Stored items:
Content starts

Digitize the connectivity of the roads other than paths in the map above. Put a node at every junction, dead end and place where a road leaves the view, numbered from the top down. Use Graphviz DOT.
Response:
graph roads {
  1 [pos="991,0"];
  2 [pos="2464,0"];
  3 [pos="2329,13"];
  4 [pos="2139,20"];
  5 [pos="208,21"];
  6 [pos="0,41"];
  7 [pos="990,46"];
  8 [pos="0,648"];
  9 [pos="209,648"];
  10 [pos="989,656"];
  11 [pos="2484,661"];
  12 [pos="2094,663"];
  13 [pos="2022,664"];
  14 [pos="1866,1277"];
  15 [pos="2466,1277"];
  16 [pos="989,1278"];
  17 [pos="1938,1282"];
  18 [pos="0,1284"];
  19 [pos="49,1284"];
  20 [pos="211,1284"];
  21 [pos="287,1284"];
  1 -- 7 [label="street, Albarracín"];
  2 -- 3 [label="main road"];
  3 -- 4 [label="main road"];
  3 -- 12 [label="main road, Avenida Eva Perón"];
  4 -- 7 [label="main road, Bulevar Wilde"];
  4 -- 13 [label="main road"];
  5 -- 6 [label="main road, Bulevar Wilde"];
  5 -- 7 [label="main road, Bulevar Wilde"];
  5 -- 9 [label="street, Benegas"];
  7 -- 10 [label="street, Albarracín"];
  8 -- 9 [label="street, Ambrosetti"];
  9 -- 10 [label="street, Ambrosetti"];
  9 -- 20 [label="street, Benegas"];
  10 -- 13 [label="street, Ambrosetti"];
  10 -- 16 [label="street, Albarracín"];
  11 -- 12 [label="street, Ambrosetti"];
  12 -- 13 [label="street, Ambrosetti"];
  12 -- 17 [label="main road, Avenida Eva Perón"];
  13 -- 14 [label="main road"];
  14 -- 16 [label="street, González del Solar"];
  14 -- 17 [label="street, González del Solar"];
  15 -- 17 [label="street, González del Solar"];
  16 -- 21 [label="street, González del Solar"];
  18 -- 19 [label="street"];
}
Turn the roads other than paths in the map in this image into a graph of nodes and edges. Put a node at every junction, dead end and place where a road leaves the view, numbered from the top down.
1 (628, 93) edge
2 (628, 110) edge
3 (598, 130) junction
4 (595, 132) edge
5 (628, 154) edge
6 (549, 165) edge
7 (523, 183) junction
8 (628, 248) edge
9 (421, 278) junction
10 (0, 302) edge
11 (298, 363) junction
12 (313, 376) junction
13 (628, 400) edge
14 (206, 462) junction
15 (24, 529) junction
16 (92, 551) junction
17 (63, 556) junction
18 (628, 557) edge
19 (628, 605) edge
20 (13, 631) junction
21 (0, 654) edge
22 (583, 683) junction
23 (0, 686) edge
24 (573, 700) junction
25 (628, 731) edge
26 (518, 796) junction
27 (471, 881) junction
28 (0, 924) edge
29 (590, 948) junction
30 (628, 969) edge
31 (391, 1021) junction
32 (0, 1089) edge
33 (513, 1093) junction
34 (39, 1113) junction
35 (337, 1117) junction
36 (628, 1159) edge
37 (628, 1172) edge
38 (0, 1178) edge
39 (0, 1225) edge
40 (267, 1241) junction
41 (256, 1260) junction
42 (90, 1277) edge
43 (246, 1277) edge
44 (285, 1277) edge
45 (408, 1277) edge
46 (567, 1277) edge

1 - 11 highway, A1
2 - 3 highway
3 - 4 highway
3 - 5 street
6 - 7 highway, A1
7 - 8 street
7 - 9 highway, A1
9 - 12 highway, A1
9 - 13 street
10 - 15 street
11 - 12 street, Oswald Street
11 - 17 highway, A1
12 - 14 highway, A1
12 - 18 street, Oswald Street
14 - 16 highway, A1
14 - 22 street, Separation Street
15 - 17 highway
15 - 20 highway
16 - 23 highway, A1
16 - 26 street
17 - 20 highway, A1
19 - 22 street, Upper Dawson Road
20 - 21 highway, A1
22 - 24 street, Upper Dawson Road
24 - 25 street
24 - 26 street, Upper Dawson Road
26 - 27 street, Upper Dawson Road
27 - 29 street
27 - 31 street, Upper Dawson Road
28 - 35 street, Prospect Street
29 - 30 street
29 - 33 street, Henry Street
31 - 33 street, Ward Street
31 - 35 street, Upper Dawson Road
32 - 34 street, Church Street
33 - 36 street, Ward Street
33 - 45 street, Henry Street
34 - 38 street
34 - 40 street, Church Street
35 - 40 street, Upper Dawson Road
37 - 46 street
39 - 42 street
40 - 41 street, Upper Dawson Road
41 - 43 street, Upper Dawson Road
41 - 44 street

Content ends

◆ Required action: If a line in the records contains the word "view", copy it.

◆ Solution for this problem:
Digitize the connectivity of the roads other than paths in the map above. Put a node at every junction, dead end and place where a road leaves the view, numbered from the top down. Use Graphviz DOT.
Turn the roads other than paths in the map in this image into a graph of nodes and edges. Put a node at every junction, dead end and place where a road leaves the view, numbered from the top down.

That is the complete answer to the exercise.